Idempotency

The API supports Idempotency for safely retrying requests without accidentally executing the same request twice resulting in duplicates. This is especially useful in cases where API requests are disrupted in transit and you do not receive a response. For example if an API request to issue a policy gets disrupted due to a network connection or timeout error, you can retry the request using the same idempotency_key parameter to guarantee that no more than one policy gets issued.

To perform an idempotent request, provide a idempotency_key query parameter to the request.

Root's idempotency works by saving the resulting status code and body of the first request made for any given idempotency key, regardless of whether it succeeded or failed. Subsequent requests with the same key return the same result, including 500 errors.

An idempotency key is a unique value generated by the client which the server uses to recognize subsequent retries of the same request. How you create unique keys is up to you, but we suggest using V4 UUIDs, or another random string with enough entropy to avoid collisions. Idempotency keys can be up to 255 characters long.

Keys will be removed from the system automatically after they're at least 12 hours old, and a new request is processed if a key is reused after the original has been pruned. The idempotency layer compares incoming parameters to those of the original request and returns an error unless they're the same to prevent accidental misuse.

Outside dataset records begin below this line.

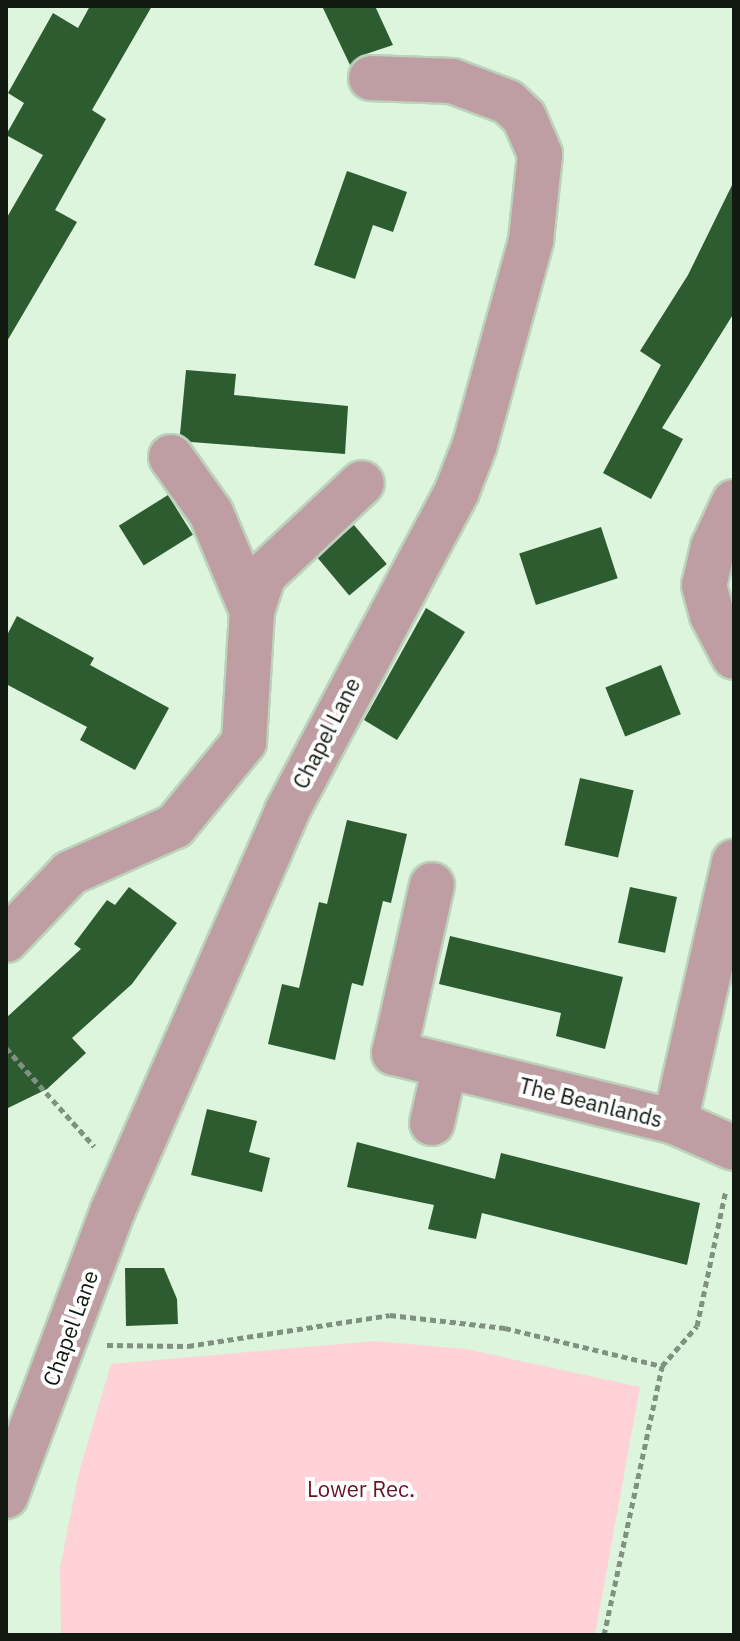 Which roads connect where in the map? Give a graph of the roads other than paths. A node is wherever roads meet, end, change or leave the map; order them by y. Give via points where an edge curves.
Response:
1 (371, 78) dead end
2 (171, 457) dead end
3 (362, 483) dead end
4 (734, 502) edge
5 (252, 611) junction
6 (734, 657) edge
7 (734, 862) edge
8 (432, 885) dead end
9 (6, 940) edge
10 (445, 1066) junction
11 (675, 1122) junction
12 (432, 1123) dead end
13 (731, 1164) edge
14 (6, 1496) edge

1 - 14 street, Chapel Lane via 452,81 508,102 524,117 540,154 531,240 457,491 287,811 113,1210
2 - 5 street via 211,513
3 - 5 street via 264,575
4 - 6 street via 705,570 707,600
5 - 9 street via 244,742 175,826 70,873
7 - 11 street
8 - 10 street, The Beanlands via 394,1053
10 - 11 street, The Beanlands
10 - 12 street
11 - 13 street, The Beanlands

Results are only saved if an API endpoint started executing. If incoming parameters failed validation, or the request conflicted with another that was executing concurrently, no idempotent result is saved because no API endpoint began execution. It is safe to retry these requests.

Currently only POST requests for issuing policies accept idempotency keys. Sending idempotency keys in GET and DELETE requests has no effect and should be avoided, as these requests are idempotent by definition.